Breath support is usually the first thing to get attention. There are all manner of procedures to address in breathing. Where and how to inhale or exhale, how to move the ribs, the belly, the back muscles, or the sternum, pulling in, pushing out, or pushing down on the abs, etc. When these changes don’t work, the student is told that they are “trying too hard” or “thinking too much” or some such thing. Then, perhaps, the student is told to “bring the sound forward” (or up, or up and forward, or toward the mask, the eyebrows, the nose, the sinuses, the cheekbones, etc.) and when this doesn’t work, the student is told “you are listening to yourself”, you are “holding the sound back” or some such thing. Finally, if the sound doesn’t just change the way it is supposed to, and the “vocal line isn’t flowing”, the poor student is told that they have to learn to “let go” and “stay centered” or what have you.

The amount of confusion in those who teach singing about what is cause and what is effect, or what can be done deliberately and what is a by-product of a specific stimulus, is huge.

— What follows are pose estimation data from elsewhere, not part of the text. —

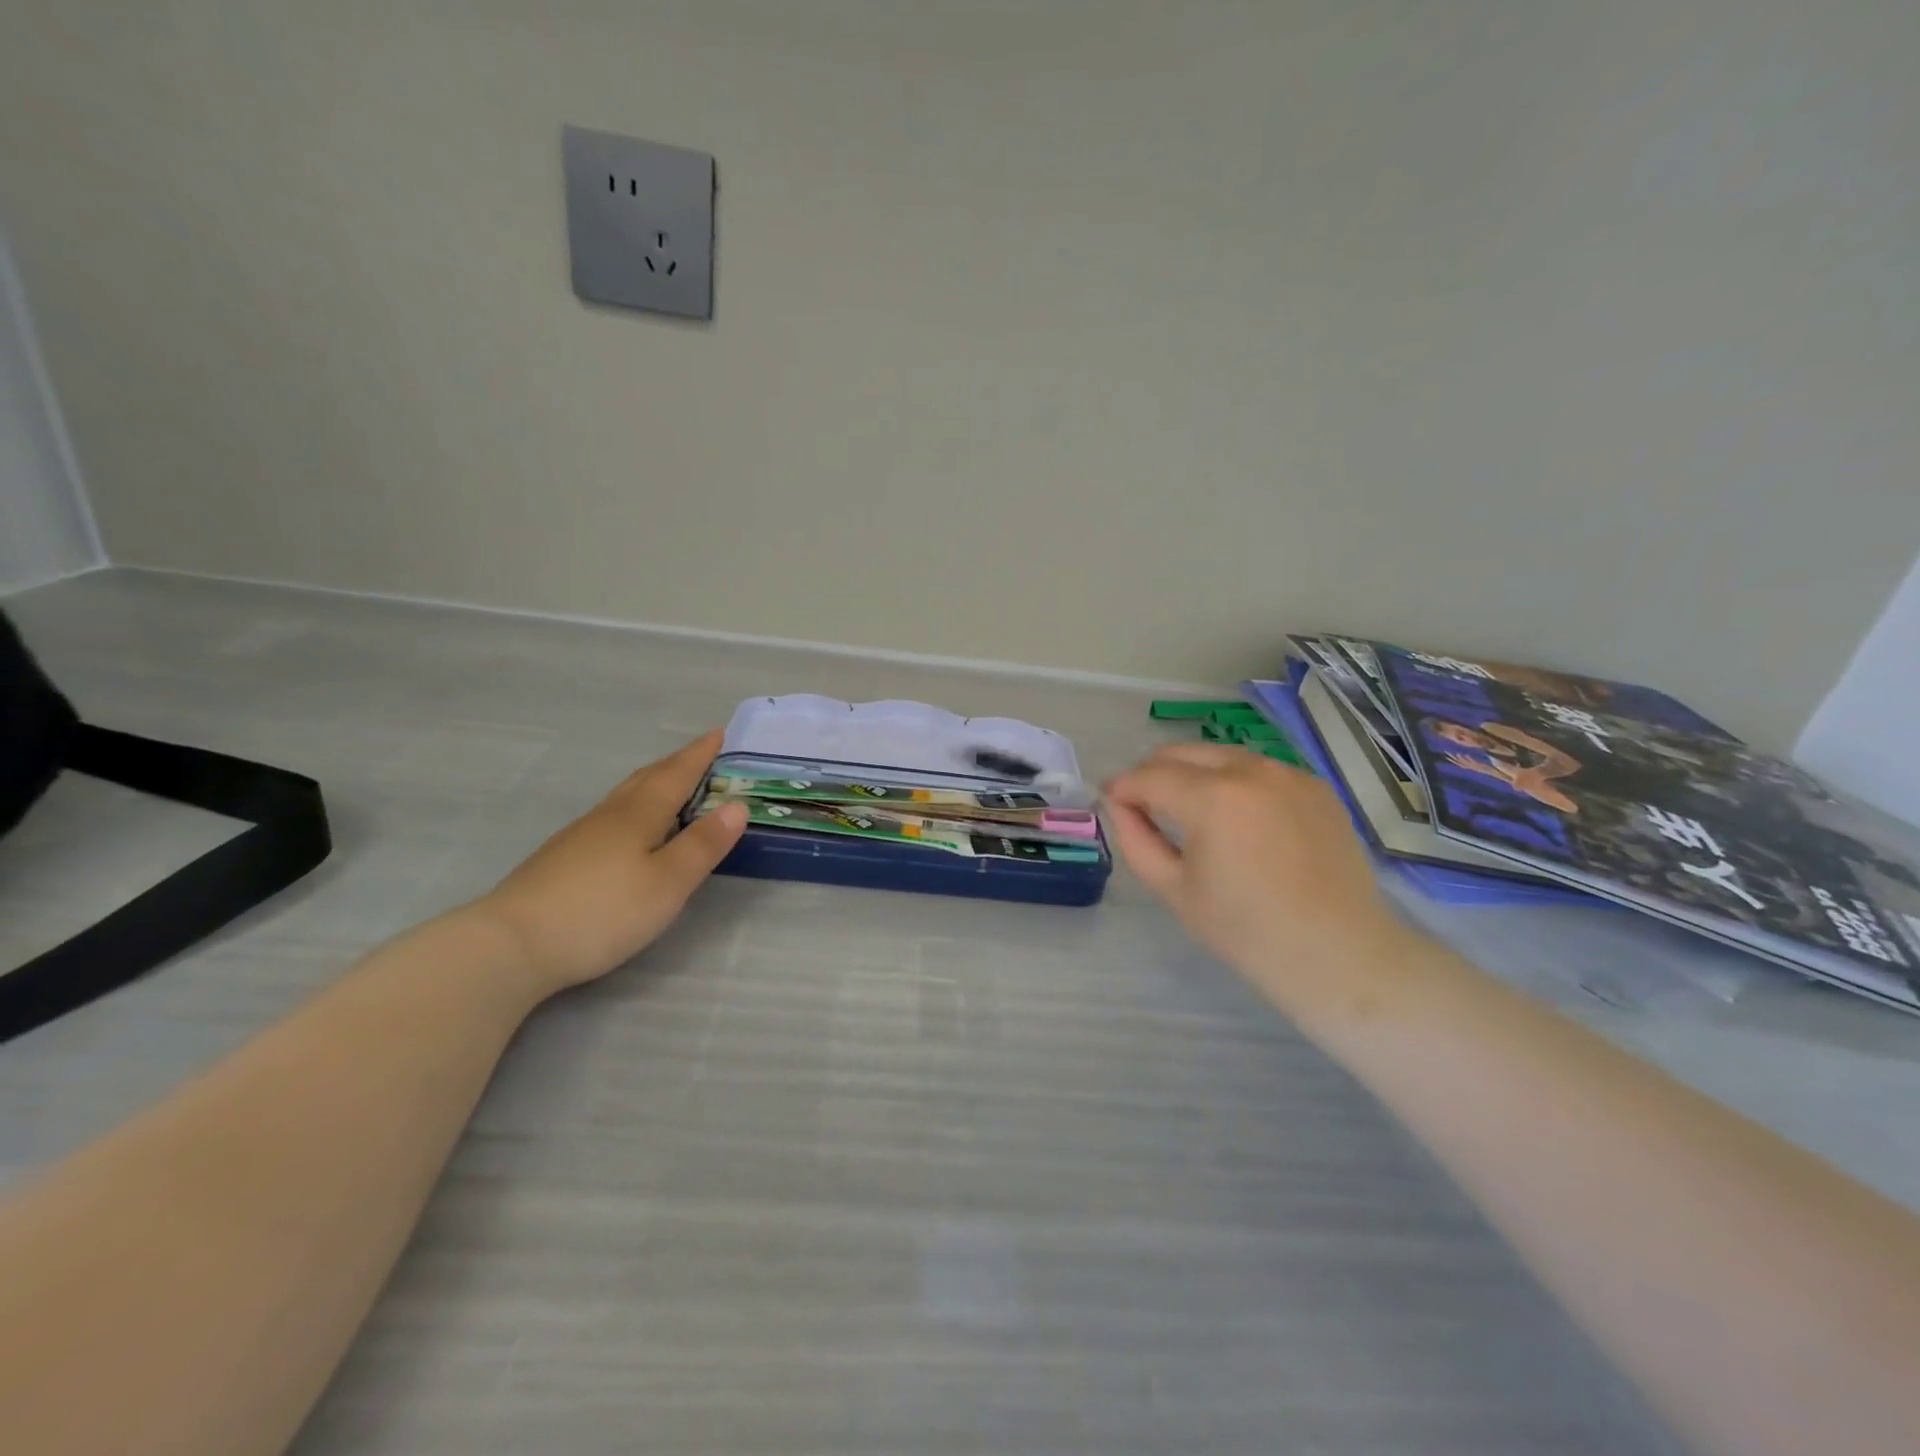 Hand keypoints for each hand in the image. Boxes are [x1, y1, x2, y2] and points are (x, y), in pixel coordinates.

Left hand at [477, 731, 746, 993]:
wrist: (509, 946)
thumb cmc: (602, 912)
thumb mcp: (668, 883)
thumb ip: (703, 845)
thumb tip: (737, 805)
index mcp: (638, 815)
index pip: (676, 775)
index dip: (699, 754)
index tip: (719, 732)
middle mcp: (609, 816)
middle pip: (647, 779)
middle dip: (676, 764)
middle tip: (700, 753)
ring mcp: (579, 837)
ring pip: (624, 797)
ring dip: (652, 783)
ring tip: (670, 785)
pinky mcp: (561, 860)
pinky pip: (610, 817)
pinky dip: (632, 808)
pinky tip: (628, 828)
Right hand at [1103, 744, 1418, 1015]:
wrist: (1338, 955)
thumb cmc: (1246, 932)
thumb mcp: (1174, 890)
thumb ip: (1135, 840)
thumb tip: (1119, 806)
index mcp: (1212, 798)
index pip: (1149, 776)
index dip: (1122, 787)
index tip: (1109, 801)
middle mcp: (1251, 771)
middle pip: (1183, 753)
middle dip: (1153, 772)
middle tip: (1142, 803)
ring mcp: (1288, 774)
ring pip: (1221, 756)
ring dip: (1194, 773)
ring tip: (1188, 810)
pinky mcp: (1315, 787)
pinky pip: (1259, 770)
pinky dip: (1234, 782)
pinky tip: (1237, 818)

Here are ten important points to remember:

If we remember that the entire system in always indirect and that the only thing one can do deliberately is sing a pitch, on a vowel, at a specific loudness, then we are at least at step one. If we remember that the vowel sound is shaped in the space between the vocal folds and the lips (in the vocal tract) and that the tongue is a big bunch of tissue in the middle of that tube (affecting the vowel), and that the entire thing is flexible, that is step two. If we understand that the larynx can move up, it can move down, it can tilt and it can change shape (it is cartilage, after all, not bone), that’s step three. If we remember the jaw can open a little, a lot or not at all, then we are at step four. If we know that the vocal folds are a reed in that tube, and that they, too, can change length and thickness, that is step five. If we know that you can only breathe into the lungs, (not the diaphragm, the back, the belly or the abs) and that the lungs are located in the chest or ribs, then we are at step six. And if we remember that the whole process hinges on what we hear, we are at step seven. You CAN’T sing what you CAN’T HEAR. If we don’t educate the ears of students, we haven’t taught them anything useful. And if we understand that all of this has to be coordinated, slowly, over time, then we are at step eight. The other two steps are: the sounds have to be connected to music (9) and the music has specific stylistic and technical criteria that must be addressed (10).

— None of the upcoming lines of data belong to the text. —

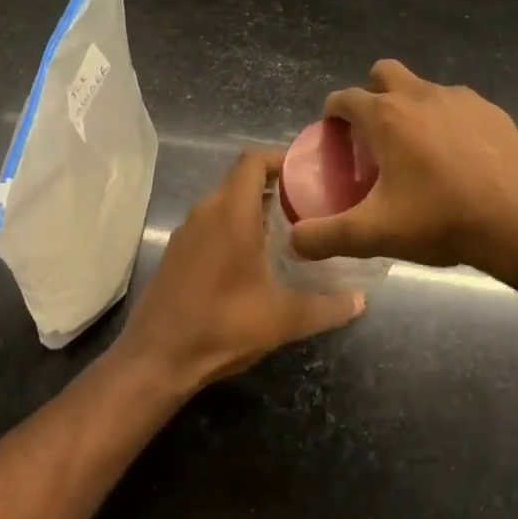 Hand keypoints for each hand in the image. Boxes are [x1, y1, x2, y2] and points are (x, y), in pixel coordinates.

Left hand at [116, 148, 363, 391]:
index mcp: (231, 213)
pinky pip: (210, 222)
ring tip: (286, 229)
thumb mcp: (282, 319)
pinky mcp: (176, 251)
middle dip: (273, 185)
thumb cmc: (222, 326)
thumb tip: (361, 301)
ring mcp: (186, 231)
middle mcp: (206, 211)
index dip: (281, 158)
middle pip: (240, 178)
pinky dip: (233, 225)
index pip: (253, 160)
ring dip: (252, 207)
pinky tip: (252, 258)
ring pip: (224, 201)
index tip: (309, 173)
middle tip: (307, 204)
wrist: (156, 359)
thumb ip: (326, 307)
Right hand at [291, 60, 517, 271]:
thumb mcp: (375, 234)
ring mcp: (459, 98)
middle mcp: (419, 94)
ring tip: (419, 152)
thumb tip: (293, 241)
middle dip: (372, 94)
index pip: (344, 98)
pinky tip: (458, 158)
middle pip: (383, 73)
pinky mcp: (491, 111)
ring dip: (412, 107)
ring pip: (423, 88)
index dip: (333, 115)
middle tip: (375, 136)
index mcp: (386, 116)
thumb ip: (326, 236)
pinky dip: (448, 121)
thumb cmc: (441, 220)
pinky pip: (457, 106)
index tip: (335, 139)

If you are a singing teacher who says “you are……..” to a student in a lesson, think before you utter those words. Do not make a verbal judgment about the student!!!! In an effort to make a correction you are issuing a criticism and labeling the person. It is better to discuss the sound, and the response the throat and body are making to the exercises you have been using. Then, the student can observe something objectively that allows him or her to target a specific element in the sound and make a change in that one aspect.

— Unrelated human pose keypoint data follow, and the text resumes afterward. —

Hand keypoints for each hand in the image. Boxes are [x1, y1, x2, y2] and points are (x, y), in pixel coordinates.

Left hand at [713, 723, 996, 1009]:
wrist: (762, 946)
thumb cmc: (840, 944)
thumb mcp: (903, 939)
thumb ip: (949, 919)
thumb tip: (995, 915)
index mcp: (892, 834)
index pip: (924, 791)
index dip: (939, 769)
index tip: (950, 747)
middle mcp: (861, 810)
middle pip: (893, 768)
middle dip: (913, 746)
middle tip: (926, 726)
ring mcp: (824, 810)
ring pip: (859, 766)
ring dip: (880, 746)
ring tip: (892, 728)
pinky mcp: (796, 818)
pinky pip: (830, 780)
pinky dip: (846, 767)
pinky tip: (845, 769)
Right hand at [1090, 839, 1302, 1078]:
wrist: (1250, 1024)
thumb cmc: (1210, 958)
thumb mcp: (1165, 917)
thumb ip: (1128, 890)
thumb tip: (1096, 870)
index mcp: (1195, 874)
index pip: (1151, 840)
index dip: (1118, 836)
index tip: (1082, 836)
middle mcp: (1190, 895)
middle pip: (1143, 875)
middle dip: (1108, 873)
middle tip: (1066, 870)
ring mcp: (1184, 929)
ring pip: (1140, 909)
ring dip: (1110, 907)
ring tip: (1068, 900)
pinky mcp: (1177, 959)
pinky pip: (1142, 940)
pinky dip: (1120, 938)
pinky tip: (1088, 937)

I have mentioned elsewhere that “mix” isn’t something to understand or do, it is something to be created and then discovered. What is also true is that voices don’t come under control right away. Even talented people struggle with some parts of the process of learning to coordinate the musical tones they sing when they seek to go beyond their comfort zone. Please don’t list for your students all they things they “do” that are “wrong”. Find ways to help your students sing better in each lesson and emphasize those successes.